Christmas comes late in the film–immediately after Meg Ryan’s famous Katz’s Delicatessen scene, which offers a “climax” in its own right. You don’t get a better New York setting than this: a snowy Central Park replete with skaters, kids on sleds, a horse and carriage; lights aglow through a wintry haze; Rockefeller Center; director Reiner’s mother drily delivers her cameo line, “I’ll have what she’s having.” Harry stands by as Sally pays for a Christmas tree. The two struggle over snowy sidewalks with the fir, a perfect portrait of budding camaraderie.

At a sparkling, penthouse New Year’s party, Harry and Sally share a dance and agree to be together the following year, if neither of them falls in love before then–drawing an important line between love and friendship. Am I with you because I have nothing better to do? Or do I choose you? A gorgeous silence envelops them as they find themselves dancing to Harry Connick Jr.’s “I Could Write a Book”: Then the world discovers as my book ends/How to make two lovers of friends.

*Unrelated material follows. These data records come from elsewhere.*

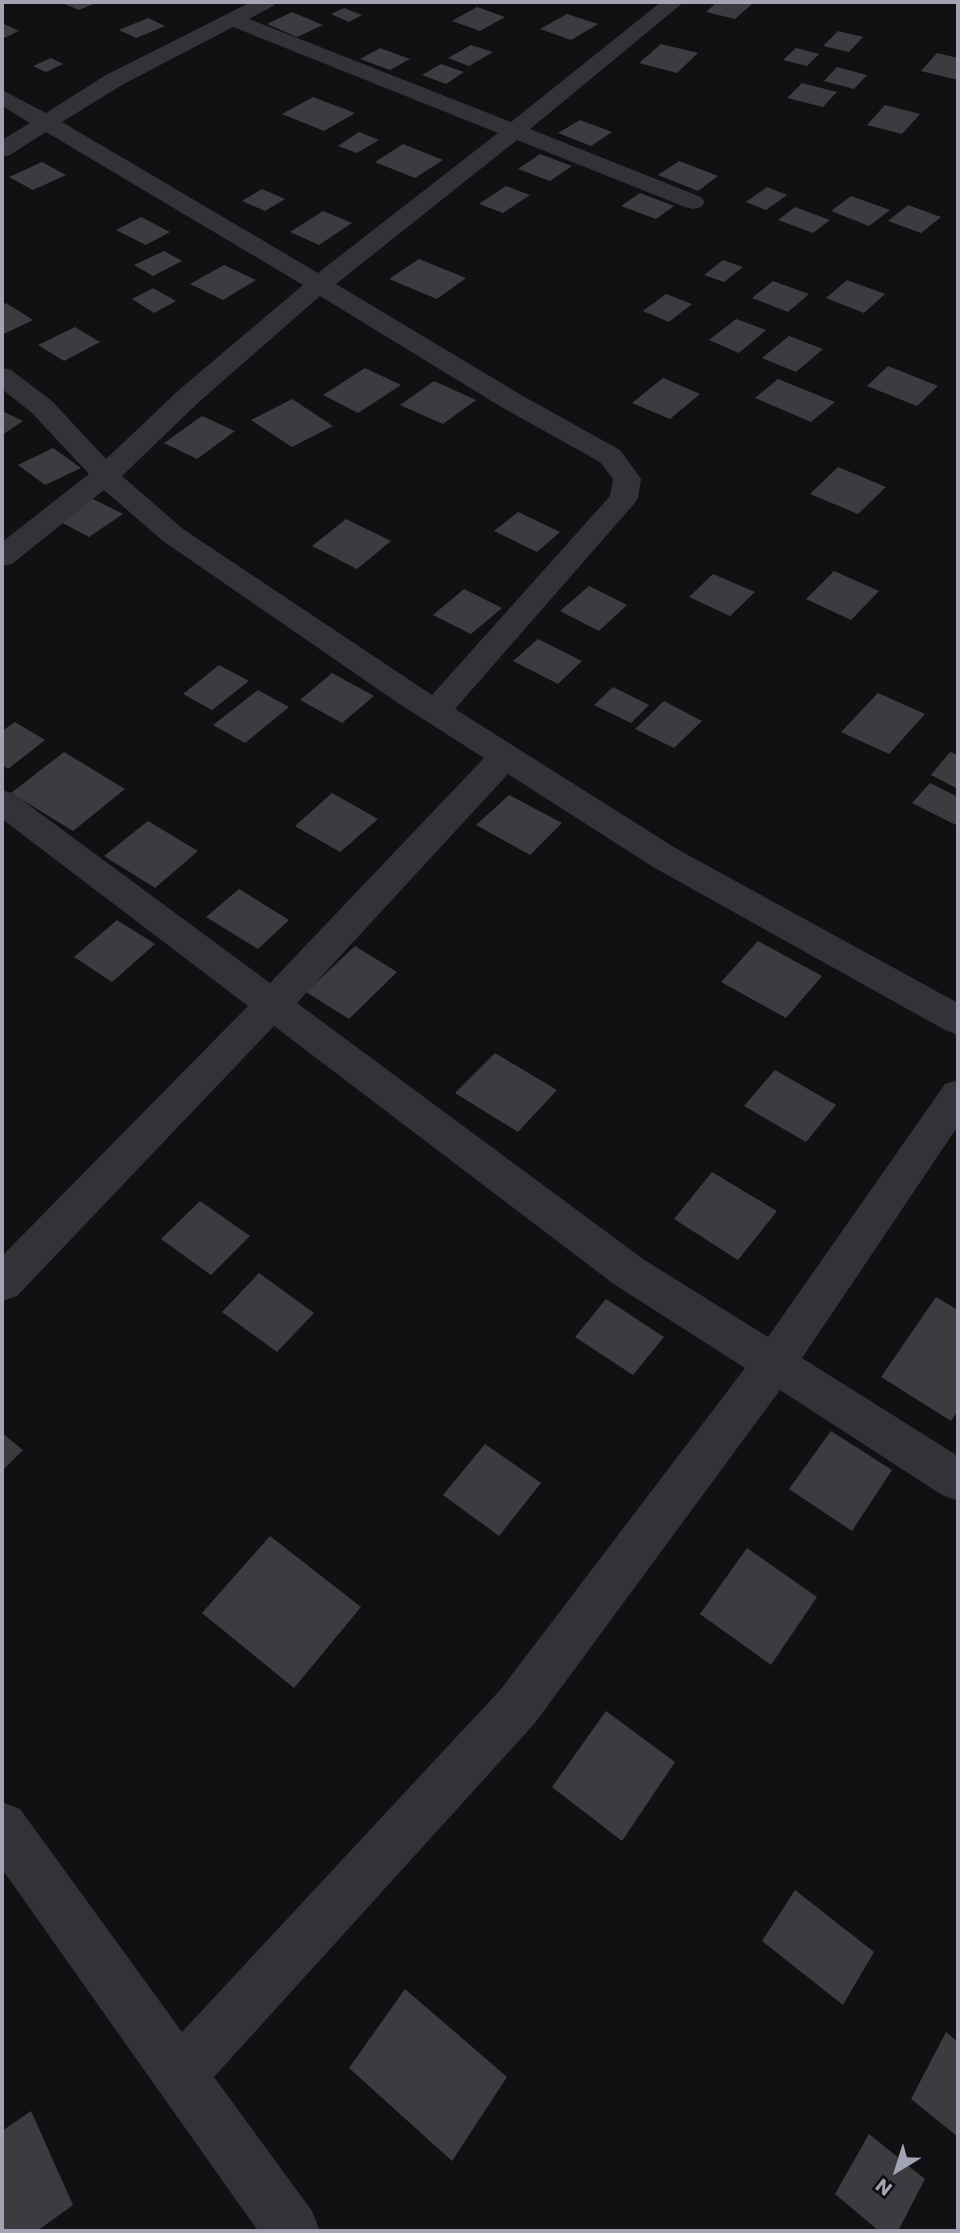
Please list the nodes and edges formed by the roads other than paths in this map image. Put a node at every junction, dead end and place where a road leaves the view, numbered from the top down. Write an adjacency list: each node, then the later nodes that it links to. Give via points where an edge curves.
1 (266, 2): 3 (street)
2 (674, 2): 6 (street)
3 (231, 19): 5 (street); 6 (street)
4 (2, 97): 5 (street)
5 (47, 121): 7 (street); 9 (street)
6 (515, 130): 8 (street); 9 (street)
7 (2, 150)
8 (694, 202)
9 (319, 285): 11 (street, via 190,395); 13 (street, via 610,456 627,479 624,498)
10 (2, 376): 11 (street, via 42,407)
11 (106, 475): 12 (street); 13 (street, via 173,535)
12 (2, 558)
13 (435, 711): 14 (street)
14 (505, 756): 16 (street); 17 (street, via 665,858)
15 (2, 802): 16 (street)
16 (273, 1004): 19 (street); 20 (street, via 629,1272)
17 (958, 1020)
18 (958, 1095): 20 (street)
19 (2, 1283)
20 (774, 1364): 21 (street); 23 (street, via 518,1706)
21 (958, 1480)
22 (2, 1827): 23 (street)
23 (180, 2074): 24 (street)
24 (292, 2231)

But fast-forward a year and the holiday season shows its uglier mug. Harry and Sally’s “friendly” standoff has been complicated by sex.

“Boy, the holidays are rough,” Harry says, trying to reconcile during an uncomfortable wedding celebration.

“A lot of suicides,” Sally deadpans.

Sally barely wrestles this year’s tree home all by herself. Harry begins New Year’s Eve with a package of Mallomars and no one but Dick Clark for company. Sally wants him to make a choice. “I am not your consolation prize,” are her actual words. Ryan somehow exudes both vulnerability and a shoulders-thrown-back sureness as she delivers the line. And true to the spirit of the season, Harry does the miraculous thing.

Reiner layers loveliness upon sweetness in the film’s final montage, depicting moments in the course of the “beautiful friendship” over an instrumental reprise of “I Could Write a Book.” Christmas lights flash by in the darkness as Harry races to Sally’s side; colored balloons drop all around a stunning and miserable Sally as the clock begins to count down.

I don’t think you have to be a woman to think of the ending of When Harry Met Sally as an exhilarating holiday miracle. Not only does Harry do the right thing, but he delivers a superb romantic monologue to prove he really means it. “I love that you get cold when it’s 71 degrees out. I love that it takes you an hour and a half to order a sandwich. I love that you get a little crinkle above your nose when you’re looking at me like I’m nuts. I love that after I spend the day with you, I can still smell your perfume on my clothes, and I love that you’re the last person I want to talk to when I go to sleep at night… I came here tonight because when you realize you want to spend the rest of your life with somebody, you want the rest of your life to start as soon as possible.”

When Harry Met Sally is every bit as fresh and sharply witty today as it was on the day of its release, over twenty years ago, yet it carries a warm whiff of nostalgia–a great holiday departure. Makes you want the holidays to start as soon as possible!